Elle a d’abord lavé ses mains et son visage, puis elle est allée se prosterner devant le fils du roi, qui lui a donné le soulier d’or. Puis elle s’assit sur un tabouret, retira son pied de la lourde chaussure en bois et le mit dans la pantoufle, qui lui allait comme un gant. Lorsqu’elle se leva et que le fils du roi regarda son visage, il reconnut la belle jeune fille qui avait dansé avec lui et s’écria : « C’est la vraie mariée. » La belle-mère et les deux sœurs furent horrifiées et devinrent pâles de rage, lui, cependant, prit Cendrillon sur son cheval et s’en alla avec elle. Comme ils passaient devant le noisetier, les deux colombes blanches crièrent,

    « Tournez et épiez, tournez et épiez,
    il n’y a pas de sang dans la chaussure,
    la chaussure n’est pas trop petite pour elle,
    la vraie mariée chevauche avec vous. »

Et quand elles eurent crié cela, les deux descendirent en volant et se placèrent sur les épaules de Cendrillon, l’une à droite, l’autre à gauche, et restèrent assises là.

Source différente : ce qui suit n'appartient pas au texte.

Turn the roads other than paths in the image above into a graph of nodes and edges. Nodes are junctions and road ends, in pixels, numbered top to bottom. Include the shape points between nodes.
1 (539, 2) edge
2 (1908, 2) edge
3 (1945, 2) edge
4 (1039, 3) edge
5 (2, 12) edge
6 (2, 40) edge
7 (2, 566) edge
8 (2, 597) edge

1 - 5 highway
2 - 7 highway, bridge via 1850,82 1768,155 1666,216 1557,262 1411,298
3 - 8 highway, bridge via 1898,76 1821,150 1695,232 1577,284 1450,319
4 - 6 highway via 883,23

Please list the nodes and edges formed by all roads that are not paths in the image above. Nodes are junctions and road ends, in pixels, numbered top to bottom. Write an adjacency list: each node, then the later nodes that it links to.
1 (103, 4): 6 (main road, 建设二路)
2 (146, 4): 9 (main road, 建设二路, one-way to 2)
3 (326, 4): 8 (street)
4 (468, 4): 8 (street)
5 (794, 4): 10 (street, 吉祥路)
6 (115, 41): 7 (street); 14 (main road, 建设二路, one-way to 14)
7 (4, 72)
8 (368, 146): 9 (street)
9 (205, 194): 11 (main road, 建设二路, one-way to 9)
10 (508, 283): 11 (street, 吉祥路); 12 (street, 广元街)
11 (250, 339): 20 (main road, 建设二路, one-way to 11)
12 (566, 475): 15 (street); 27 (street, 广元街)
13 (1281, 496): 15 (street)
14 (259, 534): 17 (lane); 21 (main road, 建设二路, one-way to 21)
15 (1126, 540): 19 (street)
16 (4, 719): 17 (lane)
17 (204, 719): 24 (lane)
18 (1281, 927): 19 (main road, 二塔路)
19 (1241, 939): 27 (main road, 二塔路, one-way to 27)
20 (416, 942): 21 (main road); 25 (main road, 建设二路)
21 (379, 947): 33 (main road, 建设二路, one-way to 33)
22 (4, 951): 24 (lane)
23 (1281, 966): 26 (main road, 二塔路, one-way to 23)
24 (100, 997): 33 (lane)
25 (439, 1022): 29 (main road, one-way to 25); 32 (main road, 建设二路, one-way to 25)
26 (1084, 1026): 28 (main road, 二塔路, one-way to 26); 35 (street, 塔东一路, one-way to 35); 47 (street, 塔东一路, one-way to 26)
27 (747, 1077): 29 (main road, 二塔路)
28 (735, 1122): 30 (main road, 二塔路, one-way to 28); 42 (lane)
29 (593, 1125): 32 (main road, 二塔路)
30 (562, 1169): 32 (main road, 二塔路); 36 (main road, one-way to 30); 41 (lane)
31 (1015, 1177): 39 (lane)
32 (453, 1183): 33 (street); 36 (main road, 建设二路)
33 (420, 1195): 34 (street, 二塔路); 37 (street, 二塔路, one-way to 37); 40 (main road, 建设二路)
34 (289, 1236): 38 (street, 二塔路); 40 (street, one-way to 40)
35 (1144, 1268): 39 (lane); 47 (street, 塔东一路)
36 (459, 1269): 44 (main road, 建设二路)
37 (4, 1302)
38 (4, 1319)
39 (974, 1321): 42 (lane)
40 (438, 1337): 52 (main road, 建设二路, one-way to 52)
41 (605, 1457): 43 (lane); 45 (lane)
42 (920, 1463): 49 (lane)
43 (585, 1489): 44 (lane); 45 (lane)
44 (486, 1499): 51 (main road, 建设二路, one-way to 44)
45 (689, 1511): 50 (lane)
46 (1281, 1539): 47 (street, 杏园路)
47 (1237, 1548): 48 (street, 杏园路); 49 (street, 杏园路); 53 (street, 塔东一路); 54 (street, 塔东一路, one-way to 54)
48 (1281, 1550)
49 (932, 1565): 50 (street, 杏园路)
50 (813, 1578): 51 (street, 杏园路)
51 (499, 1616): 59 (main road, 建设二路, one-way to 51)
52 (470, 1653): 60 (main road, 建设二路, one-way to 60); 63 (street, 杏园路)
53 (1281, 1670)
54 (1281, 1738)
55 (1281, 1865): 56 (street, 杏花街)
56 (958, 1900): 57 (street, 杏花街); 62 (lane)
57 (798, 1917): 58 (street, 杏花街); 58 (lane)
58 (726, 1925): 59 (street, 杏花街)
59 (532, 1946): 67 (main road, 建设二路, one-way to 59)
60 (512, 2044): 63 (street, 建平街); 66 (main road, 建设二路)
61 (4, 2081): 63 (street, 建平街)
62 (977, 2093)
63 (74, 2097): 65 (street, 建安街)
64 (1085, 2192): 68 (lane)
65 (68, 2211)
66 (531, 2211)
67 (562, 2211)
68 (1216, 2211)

Lorsque le mariage avec le fils du roi devait être célébré, les deux fausses sœurs vinrent et voulurent se mettre en faveur de Cendrillon et partager sa bonne fortune. Quand les fiancés allèrent à l’église, l’aînée était à droite et la cadette à gauche, et les pigeons leur picorèrent un œil à chacun. Ensuite, au retour, l’aîné était à gauche et le cadet à droite, et les pigeons ont picoré l’autre œil de chacun. Et ainsi, pour leur méchanceté et leur fausseté, ils furent punis de cécité tous leurs jours.